Komponen pendukung timbulnya gangguan/penyakit setidaknya ada 3 (tiga) faktor
yakni :
A. Tanaman Inang
Pengaruh tanaman inang terhadap timbulnya gangguan/penyakit tergantug dari jenis
tanaman inang, kerentanan tanaman, bentuk dan tingkat pertumbuhan, struktur serta
kerapatan populasi. Jenis-jenis tanaman inang diantaranya :
-Tanaman inang rentan
-Tanaman inang resisten
-Tanaman inang toleran
-Tanaman inang sekunder
-Tanaman inang primer
-Tanaman inang alternative
-Tanaman inang perantara
Timbulnya gangguan juga tergantung pada sifat genetic yang dimiliki oleh inang itu
sendiri, yang digunakan untuk melakukan upaya pencegahan penyakit dengan cara
memanipulasi gen sehingga dapat menghasilkan tanaman yang resisten. Selain itu,
kesehatan tanaman inang juga menjadi faktor kemungkinan timbulnya
gangguan/serangan. Tanaman yang sehat merupakan tanaman yang mempunyai
pertumbuhan yang baik (daun dan batang segar), batang lurus, tajuk lebat dan tidak
terserang hama dan penyakit. Salah satu faktor yang mendukung dihasilkannya tanaman
yang sehat adalah bibit yang ditanam berasal dari bibit yang sehat.
B. Patogen
Patogen adalah organisme hidup yang mayoritas bersifat mikro dan mampu
menimbulkan penyakit pada tanaman atau tumbuhan. Mikroorganisme tersebut antara
lain fungi, bakteri, virus, nametoda dll.
C. Lingkungan
Faktor lingkungan yang dapat memberikan pengaruh terhadap timbulnya suatu penyakit
dapat berupa suhu udara, intensitas dan lama curah hujan, intensitas dan lama embun,
suhu tanah, kandungan air didalam tanah, kesuburan tanah dan kandungan bahan
organic, angina, api, maupun pencemaran air. Faktor lingkungan ini memberikan
pengaruh terhadap pertumbuhan inang dan menciptakan kondisi yang sesuai bagi
kehidupan jenis pathogen tertentu.

2. Konsep Segiempat Gangguan (Disease Square)


Pada konsep ini, unsur manusia (M) berperan menimbulkan gangguan. Dengan
lingkungan dan tanaman (inang) yang direkayasa oleh manusia, keseimbangannya akan
terganggu. Hal ini berlaku pada areal pertanian, perkebunan maupun hutan industri.

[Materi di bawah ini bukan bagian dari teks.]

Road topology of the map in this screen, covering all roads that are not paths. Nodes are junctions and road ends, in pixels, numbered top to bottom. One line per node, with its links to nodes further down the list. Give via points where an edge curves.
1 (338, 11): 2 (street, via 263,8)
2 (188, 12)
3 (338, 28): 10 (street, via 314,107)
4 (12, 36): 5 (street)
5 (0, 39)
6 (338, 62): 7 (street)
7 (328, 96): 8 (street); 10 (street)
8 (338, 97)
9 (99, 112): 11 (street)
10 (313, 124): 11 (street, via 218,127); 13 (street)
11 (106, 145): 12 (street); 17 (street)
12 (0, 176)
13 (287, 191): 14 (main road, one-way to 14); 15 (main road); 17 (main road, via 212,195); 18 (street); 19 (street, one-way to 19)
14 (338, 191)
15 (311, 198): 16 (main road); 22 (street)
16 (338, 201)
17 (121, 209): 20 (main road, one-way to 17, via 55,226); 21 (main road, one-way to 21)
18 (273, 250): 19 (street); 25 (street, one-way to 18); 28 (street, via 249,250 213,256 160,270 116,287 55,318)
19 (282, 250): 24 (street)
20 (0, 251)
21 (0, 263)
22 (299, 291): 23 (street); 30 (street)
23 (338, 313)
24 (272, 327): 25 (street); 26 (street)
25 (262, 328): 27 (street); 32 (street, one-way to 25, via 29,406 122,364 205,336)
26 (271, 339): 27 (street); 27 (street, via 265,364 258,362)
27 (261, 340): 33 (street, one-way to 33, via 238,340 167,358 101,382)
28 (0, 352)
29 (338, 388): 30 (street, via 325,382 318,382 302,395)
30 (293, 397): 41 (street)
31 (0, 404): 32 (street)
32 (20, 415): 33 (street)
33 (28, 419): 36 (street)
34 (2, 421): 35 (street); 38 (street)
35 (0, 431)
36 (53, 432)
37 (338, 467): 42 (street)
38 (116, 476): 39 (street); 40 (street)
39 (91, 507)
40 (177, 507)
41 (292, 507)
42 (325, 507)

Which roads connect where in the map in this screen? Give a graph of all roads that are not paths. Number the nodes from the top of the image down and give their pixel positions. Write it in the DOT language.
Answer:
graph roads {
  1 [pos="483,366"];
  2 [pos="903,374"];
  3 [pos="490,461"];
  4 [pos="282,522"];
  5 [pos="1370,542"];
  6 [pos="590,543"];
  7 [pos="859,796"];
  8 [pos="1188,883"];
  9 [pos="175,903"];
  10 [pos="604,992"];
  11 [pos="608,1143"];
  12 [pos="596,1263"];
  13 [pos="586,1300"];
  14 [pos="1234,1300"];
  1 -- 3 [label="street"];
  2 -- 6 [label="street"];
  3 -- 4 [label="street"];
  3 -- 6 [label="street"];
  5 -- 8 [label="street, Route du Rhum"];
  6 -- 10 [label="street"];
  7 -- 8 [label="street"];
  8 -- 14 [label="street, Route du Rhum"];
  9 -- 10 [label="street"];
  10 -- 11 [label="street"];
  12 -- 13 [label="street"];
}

Komponen segiempat gangguan ini terdiri dari 3 (tiga) komponen segitiga penyakit
ditambah komponen manusia. Menurut konsep ini, gangguan merupakan
penggabungan maupun interaksi antara empat faktor tersebut yakni :
A. Patogen berinteraksi dengan inang melalui proses parasitisme dan pathogenesis.
sebaliknya, inang berinteraksi dengan pathogen dalam hal penyediaan makanan dan
ketahanan.
B. Patogen berinteraksi terhadap lingkungan fisik/kimia dalam pengeluaran racun, dan
pengurasan makanan. Sebaliknya, lingkungan fisik/kimia tidak hanya memberikan
fasilitas suhu, kelembaban, dan unsur hara tetapi juga racun.
C. Adanya interaksi antar pathogen yang memberikan pengaruh yang sinergis netral
ataupun antagonis.
D. Manusia berinteraksi baik secara langsung maupun tidak langsung, yang dapat
mempengaruhi ketiga faktor tersebut. Misalnya, melakukan kegiata pengelolaan
tanaman (pengaturan jarak tanam, pencampuran jenis maupun penjarangan tanam)
3. Konsep Limas Gangguan
Pada konsep ini, interaksi antara faktor-faktor yang menimbulkan suatu ganguan
bersifat dinamis dari waktu ke waktu. Faktor waktu (W) menjadi faktor penting dalam
menentukan epidemi.
Konsep bagaimana tanaman mengalami gangguan/penyakit semakin berkembang
seiring berkembangnya pengetahuan sehingga semakin diketahuinya faktor-faktor yang
berpengaruh dan interaksi antar faktor tersebut terhadap timbulnya penyakit.